-
Notifications
You must be signed in to change notification settings - Fork 587
Description
The full data-set (no train-test split or cv) is used for modeling in the following notebooks:
- linear_regression_without_sklearn.py
- linear_models_ex_01.py and its solution
- linear_regression_in_sklearn.py
- linear_models_ex_02.py and its solution
- linear_regression_non_linear_link.py
- linear_models_ex_04.py and its solution
- logistic_regression_non_linear.py
- trees_regression.py
- trees_ex_02.py and its solution
- ensemble_bagging.py
- ensemble_adaboost.py
This has been a source of confusion (see for instance this forum question).

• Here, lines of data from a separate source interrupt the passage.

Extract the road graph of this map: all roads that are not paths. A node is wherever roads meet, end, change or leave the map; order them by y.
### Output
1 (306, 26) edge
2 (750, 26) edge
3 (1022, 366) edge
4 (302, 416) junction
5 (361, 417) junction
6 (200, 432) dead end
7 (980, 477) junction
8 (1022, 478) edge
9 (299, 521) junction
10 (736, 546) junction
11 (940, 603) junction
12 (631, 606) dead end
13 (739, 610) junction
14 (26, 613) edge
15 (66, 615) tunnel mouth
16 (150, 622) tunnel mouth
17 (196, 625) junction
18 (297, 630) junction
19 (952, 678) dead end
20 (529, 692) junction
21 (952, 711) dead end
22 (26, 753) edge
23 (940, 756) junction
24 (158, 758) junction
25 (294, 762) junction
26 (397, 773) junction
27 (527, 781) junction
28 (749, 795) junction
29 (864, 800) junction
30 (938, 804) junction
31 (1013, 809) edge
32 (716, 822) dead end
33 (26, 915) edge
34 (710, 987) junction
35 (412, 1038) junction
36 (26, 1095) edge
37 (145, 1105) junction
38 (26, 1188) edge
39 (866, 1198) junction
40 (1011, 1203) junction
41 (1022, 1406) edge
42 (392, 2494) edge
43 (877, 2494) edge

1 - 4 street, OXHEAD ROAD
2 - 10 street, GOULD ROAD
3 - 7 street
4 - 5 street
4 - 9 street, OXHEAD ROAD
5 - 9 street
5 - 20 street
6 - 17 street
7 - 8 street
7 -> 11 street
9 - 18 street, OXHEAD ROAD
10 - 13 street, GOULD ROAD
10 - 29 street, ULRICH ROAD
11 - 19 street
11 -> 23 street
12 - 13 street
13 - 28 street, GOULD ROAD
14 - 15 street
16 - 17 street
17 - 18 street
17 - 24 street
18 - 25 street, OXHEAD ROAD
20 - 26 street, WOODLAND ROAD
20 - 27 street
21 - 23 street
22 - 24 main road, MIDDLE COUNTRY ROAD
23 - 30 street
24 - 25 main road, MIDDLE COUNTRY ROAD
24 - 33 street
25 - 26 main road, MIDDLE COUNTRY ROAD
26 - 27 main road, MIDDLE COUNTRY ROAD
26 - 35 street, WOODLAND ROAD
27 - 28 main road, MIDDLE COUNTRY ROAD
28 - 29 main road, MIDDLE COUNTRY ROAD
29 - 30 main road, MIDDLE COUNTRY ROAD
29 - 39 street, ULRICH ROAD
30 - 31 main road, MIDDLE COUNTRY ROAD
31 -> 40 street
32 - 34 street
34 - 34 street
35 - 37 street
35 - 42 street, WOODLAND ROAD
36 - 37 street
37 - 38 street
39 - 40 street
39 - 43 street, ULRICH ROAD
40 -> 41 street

We should add a Warning message similar (but adapted to each case) to the one in logistic_regression_non_linear.py:
Warning: Be aware that we fit and will check the boundary decision of the classifier on the same dataset without splitting the dataset into a training set and a testing set. While this is a bad practice, we use it for the sake of simplicity to depict the model behavior. Always use cross-validation when you want to assess the generalization performance of a machine-learning model.
Additionally, a Warning message should be added in the following notebooks
- linear_models_ex_01.py and its solution
- linear_regression_in_sklearn.py
- linear_models_ex_02.py and its solution
- linear_regression_non_linear_link.py
where we remind the user that scoring the model in the full data-set is not necessarily wrong but provides no info about under/over-fitting.
What do you think?